"We never know what will happen. We only need to prepare ourselves."
.
.Aku menyernyit kesakitan ketika pria paruh baya itu menyentuhkan kapasnya pada luka yang baru saja kudapatkan tadi.
"Tahan, sebentar lagi."
Aku terus memejamkan mataku, merasakan benda ringan yang kini mulai menempel pada dahi kiriku. "Selesai." Ucap sang dokter.
Aku menghembuskan napas lega.
"Kau harus menjaga kepalamu dengan baik. Sudah dua kali terluka, bukan?" Tanyanya.
Aku mengangguk. "Benar."
"Apa kepalamu begitu berat hingga selalu kau jatuhkan?"
Pertanyaan apa ini?
Aku refleks tertawa karena ucapannya. Pria itu pun ikut tertawa, ahh.. jangan lupakan gadis berambut pendek di belakangnya yang tengah tersenyum memperhatikanku.
"Kamsahamnida, uisa-nim." Ucapku pada ayah Hye Ra. (Terima kasih, dokter.)
Ia mengangguk. "Apa Hye Ra tahu apa yang terjadi padamu?"
Aku menggeleng. Tentu saja ia tidak tahu, hubungan kami sedang tidak baik.
"Aku akan memberitahunya nanti." Ucapnya.
Aku menatapnya terkejut. "Jangan!"
Dokter menatapku heran. Aku kini tersenyum meyakinkannya. "Tidak usah, aku tidak ingin ia khawatir."
Pada akhirnya ia menghela napas. "Baiklah."
Ia lalu berjalan ke arah Yoo Jin dan memberikan resep obat yang harus aku minum padanya.
Aku memanggilnya. "Uisa-nim, biar aku saja yang mengurusnya."
Yoo Jin menggeleng. "Aniyo. Biar aku saja." Ucapnya.
Lalu gadis itu pergi meninggalkanku bersama ayah Hye Ra. "Kau makan secara tidak teratur, perutmu akan kembali bermasalah jika kau terus melakukannya."
Aku mengangguk. "Ne, algeseumnida." (Saya mengerti.)
"Apa ada sesuatu yang terjadi? Kau terlihat memiliki banyak masalah." Ucapnya.
Aku menjawabnya dengan ragu. "Eum, sedikit."
Ia menghela napas. "Setidaknya jangan biarkan masalah itu merugikan tubuhmu sendiri. Ahh.. Baiklah, aku harus pergi. Pasienku yang lain sedang menunggu. Khusus untuk teman putriku, kau bisa duduk disini kapan saja."
Aku terkekeh lalu membungkuk. "Ne. Kamsahamnida, uisa-nim."
Kemudian pria ber-sneil putih itu pergi setelah menutup tirai agar tidak ada yang memperhatikanku. Aku duduk sembari menatap kaki pendekku yang menggantung karena aku duduk di ranjang.
Berbagai hal mengusik pikiranku. Saat ini aku tidak bisa merasa tenang sedikit pun, jika pun bisa itu hanya bertahan beberapa menit saja.
Aku berkali-kali menghela napas sebelum akhirnya aku mendengar suara tirai terbuka, kulihat gadis berambut pendek masuk lalu menutup kembali tirainya.

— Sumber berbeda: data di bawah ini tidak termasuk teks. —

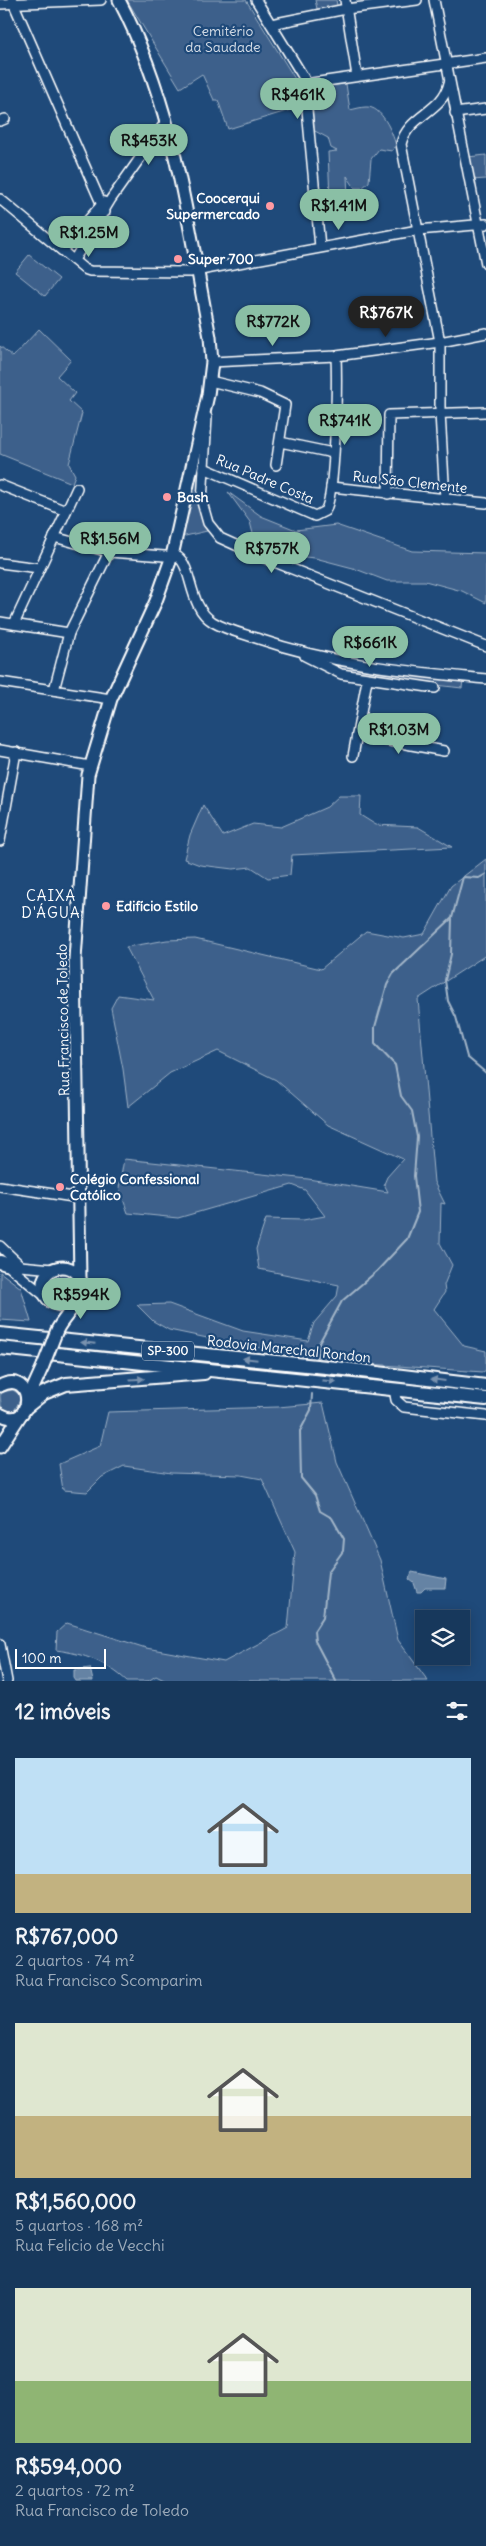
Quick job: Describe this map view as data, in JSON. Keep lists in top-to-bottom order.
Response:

Ia berbalik dan tersenyum padaku. "Bagaimana sekarang, sudah lebih baik?"
"Sedikit." Jawabku.
Ia kini ikut duduk di sampingku, memperhatikanku dengan intens cukup lama. Aku sedikit risih karenanya. "Ada apa?" Tanyaku.
Ia tertawa sejenak sebelum mengatakan, "pantas saja mereka tertarik."
"Mwo?" Beo-ku. Aku mendengarnya dengan jelas, tapi aku tetap tidak mengerti kata-katanya. (Apa?)
KAMU SEDANG MEMBACA
Magic Shop
Fanfiction[180614] - [200113] Kupikir, bertemu dengan sang idola itu sebuah harapan mustahil. Mengingat latar belakang keluargaku, dan bahkan cermin pun menjadi penghalangku. Tapi siapa sangka bahwa sebuah toko misterius yang kumasuki bisa membawaku tuk berte...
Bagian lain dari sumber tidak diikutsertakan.